Exercise prompt: All lines from the one containing "Please list the" through the final line of the listing below are to be retyped exactly; nothing else goes in the result.

Data shown:
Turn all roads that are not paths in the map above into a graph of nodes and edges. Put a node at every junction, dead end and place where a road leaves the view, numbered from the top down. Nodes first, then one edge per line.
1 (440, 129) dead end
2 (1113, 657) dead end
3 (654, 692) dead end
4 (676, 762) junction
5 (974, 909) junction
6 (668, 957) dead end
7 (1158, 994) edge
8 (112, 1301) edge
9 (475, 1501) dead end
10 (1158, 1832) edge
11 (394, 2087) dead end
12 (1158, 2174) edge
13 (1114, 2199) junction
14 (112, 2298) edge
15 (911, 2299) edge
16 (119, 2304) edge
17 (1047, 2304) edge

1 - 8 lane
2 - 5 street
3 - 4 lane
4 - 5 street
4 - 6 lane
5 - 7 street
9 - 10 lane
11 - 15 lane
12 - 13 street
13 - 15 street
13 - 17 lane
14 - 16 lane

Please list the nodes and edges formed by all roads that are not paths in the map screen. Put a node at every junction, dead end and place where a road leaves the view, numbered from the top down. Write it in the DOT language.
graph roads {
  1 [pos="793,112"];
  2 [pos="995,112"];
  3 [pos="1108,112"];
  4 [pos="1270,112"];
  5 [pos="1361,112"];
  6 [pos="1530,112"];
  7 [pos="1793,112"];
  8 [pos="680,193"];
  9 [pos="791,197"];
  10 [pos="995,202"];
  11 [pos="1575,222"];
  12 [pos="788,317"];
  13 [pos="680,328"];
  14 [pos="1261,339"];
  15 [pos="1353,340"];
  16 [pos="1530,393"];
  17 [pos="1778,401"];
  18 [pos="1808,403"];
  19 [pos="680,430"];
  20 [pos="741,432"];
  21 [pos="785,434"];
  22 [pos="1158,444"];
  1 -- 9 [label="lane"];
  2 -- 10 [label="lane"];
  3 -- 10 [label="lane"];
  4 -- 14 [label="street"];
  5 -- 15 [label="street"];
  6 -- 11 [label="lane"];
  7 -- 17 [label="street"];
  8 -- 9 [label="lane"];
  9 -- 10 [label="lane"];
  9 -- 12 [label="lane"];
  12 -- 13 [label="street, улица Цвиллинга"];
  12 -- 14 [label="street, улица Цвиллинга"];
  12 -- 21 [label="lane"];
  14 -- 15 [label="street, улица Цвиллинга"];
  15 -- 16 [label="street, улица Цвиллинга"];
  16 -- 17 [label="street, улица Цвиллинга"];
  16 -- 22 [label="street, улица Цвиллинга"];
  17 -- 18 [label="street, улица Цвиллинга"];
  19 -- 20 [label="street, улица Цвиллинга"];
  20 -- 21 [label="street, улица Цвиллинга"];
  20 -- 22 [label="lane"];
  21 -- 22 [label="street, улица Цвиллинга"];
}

Task answer:
Please list the nodes and edges formed by all roads that are not paths in the map screen. Put a node at every junction, dead end and place where a road leaves the view, numbered from the top down. Write it in the DOT language.
graph roads {
  1 [pos="793,112"];
  2 [pos="995,112"];
  3 [pos="1108,112"];
  4 [pos="1270,112"];
  5 [pos="1361,112"];
  6 [pos="1530,112"];
  7 [pos="1793,112"];
  8 [pos="680,193"];
  9 [pos="791,197"];
  10 [pos="995,202"];
  11 [pos="1575,222"];
  12 [pos="788,317"];
  13 [pos="680,328"];
  14 [pos="1261,339"];
  15 [pos="1353,340"];
  16 [pos="1530,393"];
  17 [pos="1778,401"];
  18 [pos="1808,403"];
  19 [pos="680,430"];
  20 [pos="741,432"];
  21 [pos="785,434"];
  22 [pos="1158,444"];
  1 -- 9 [label="lane"];
  2 -- 10 [label="lane"];
  3 -- 10 [label="lane"];
  4 -- 14 [label="street"];
  5 -- 15 [label="street"];
  6 -- 11 [label="lane"];
  7 -- 17 [label="street"];
  8 -- 9 [label="lane"];
  9 -- 10 [label="lane"];
  9 -- 12 [label="lane"];
  12 -- 13 [label="street, улица Цвиллинга"];
  12 -- 14 [label="street, улица Цвиллинга"];
  12 -- 21 [label="lane"];
  14 -- 15 [label="street, улица Цвиллинга"];
  15 -- 16 [label="street, улица Цвиллинга"];
  16 -- 17 [label="street, улица Цвиллинга"];
  16 -- 22 [label="street, улица Цвиллинга"];
  17 -- 18 [label="street, улица Цвиллинга"];
  19 -- 20 [label="street, улица Цвиллинга"];
  20 -- 21 [label="street, улица Цвиллинга"];
  20 -- 22 [label="lane"];
  21 -- 22 [label="street, улица Цвиллинга"];
}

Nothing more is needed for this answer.